Girato interamente a Pagani, il video è una dichiarazione visiva di appartenenza: un omaggio intimo e collettivo a una città che si attraversa a piedi, si riconosce nei suoi dettagli, e si porta dentro anche quando si è lontani.
Strutturalmente, il video alterna due piani: una parte narrativa, in cui Amalinze insieme a Gerardo Russo – scrittore paganese e co-ideatore del video – sale a piedi verso il luogo dove lo stesso Gerardo ha fondato il suo Tosello della Solitudine; e una parte ‘statica’, fatta di brevi immagini che mostrano luoghi simbolici di Pagani.

“L’idea del video è nata l’anno scorso quando vidi Gerardo salire verso il suo Tosello della Solitudine e raccontare che da lì si vedeva il mare” – racconta Amalinze.

“Quella frase mi ha colpito subito, perché io quel mare l’ho sempre sognato. È un sogno ricorrente da anni: da Pagani, vedere il mare. Pagani è sempre stata vicinissima al mare in linea d’aria, ma chiusa dietro i Monti Lattari che da Pagani finiscono nel mare della costiera Amalfitana. Quella distanza, così breve eppure così concreta, per me è sempre stata una specie di ossessione” – aggiunge Amalinze.

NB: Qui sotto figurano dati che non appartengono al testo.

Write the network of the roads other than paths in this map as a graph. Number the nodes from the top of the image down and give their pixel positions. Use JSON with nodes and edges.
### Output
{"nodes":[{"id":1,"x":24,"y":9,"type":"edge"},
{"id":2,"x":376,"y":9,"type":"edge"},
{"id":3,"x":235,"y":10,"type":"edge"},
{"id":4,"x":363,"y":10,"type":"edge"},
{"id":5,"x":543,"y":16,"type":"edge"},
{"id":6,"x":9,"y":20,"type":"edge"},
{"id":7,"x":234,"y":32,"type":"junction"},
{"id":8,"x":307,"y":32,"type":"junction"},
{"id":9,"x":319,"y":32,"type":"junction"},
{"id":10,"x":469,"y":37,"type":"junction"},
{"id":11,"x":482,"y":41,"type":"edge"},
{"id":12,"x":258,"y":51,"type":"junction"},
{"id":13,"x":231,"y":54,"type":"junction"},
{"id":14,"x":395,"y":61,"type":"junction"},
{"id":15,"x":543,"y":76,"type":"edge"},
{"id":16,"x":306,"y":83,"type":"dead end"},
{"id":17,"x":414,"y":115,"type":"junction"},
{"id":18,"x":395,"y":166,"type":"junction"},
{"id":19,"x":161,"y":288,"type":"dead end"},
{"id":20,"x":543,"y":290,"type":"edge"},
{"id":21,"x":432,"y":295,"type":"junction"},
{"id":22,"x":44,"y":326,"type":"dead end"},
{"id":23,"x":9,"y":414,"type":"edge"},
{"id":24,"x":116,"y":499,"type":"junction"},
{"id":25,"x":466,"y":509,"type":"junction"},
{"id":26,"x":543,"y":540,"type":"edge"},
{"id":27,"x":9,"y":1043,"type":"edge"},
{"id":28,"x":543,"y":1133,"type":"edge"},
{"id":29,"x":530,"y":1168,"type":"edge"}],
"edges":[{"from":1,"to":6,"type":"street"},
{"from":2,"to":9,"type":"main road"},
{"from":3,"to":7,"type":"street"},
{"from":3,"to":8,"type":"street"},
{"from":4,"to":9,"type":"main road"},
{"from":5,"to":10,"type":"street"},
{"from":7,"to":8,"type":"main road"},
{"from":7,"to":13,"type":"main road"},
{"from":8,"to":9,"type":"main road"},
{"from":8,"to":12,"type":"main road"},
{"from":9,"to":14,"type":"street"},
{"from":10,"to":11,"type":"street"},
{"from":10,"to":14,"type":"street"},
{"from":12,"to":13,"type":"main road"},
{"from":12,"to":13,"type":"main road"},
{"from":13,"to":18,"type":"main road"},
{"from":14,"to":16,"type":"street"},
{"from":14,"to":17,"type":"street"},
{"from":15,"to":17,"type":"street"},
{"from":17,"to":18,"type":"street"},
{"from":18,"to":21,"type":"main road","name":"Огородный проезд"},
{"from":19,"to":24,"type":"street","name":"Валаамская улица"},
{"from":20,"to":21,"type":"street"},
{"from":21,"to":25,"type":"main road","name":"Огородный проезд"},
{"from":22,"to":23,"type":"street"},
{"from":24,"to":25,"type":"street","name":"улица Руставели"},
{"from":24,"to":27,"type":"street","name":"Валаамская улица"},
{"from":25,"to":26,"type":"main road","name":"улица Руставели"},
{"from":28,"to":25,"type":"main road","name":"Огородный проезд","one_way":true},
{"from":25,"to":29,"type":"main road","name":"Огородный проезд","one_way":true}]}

“E dal Tosello della Solitudine, nei giorni limpidi, il mare si vede davvero: non quello della costiera Amalfitana come nel mio sogno, ma si arriva a vedere addirittura Ischia”.

In sovraimpressione compaiono 10 frasi essenziali che spiegano – come note a margine – i riferimenti storici, culturali e geografici contenuti nel testo della canzone. Nel finale, i due livelli visivi si intrecciano. Amalinze e Gerardo raggiungono insieme il Tosello. Qui il paesaggio si apre e appare la frase conclusiva. “Abbiamo scelto i luoghi che cito nella canzone, ma anche quelli che hanno un significato che va oltre il testo” spiega Amalinze. “Ogni frase serve a far parlare la città: non è solo accompagnamento visivo, è un modo per restituire contesto e dignità a tutto ciò che ci circonda ogni giorno”.
Il brano è disponibile su tutte le piattaforme digitali ed in video su YouTube.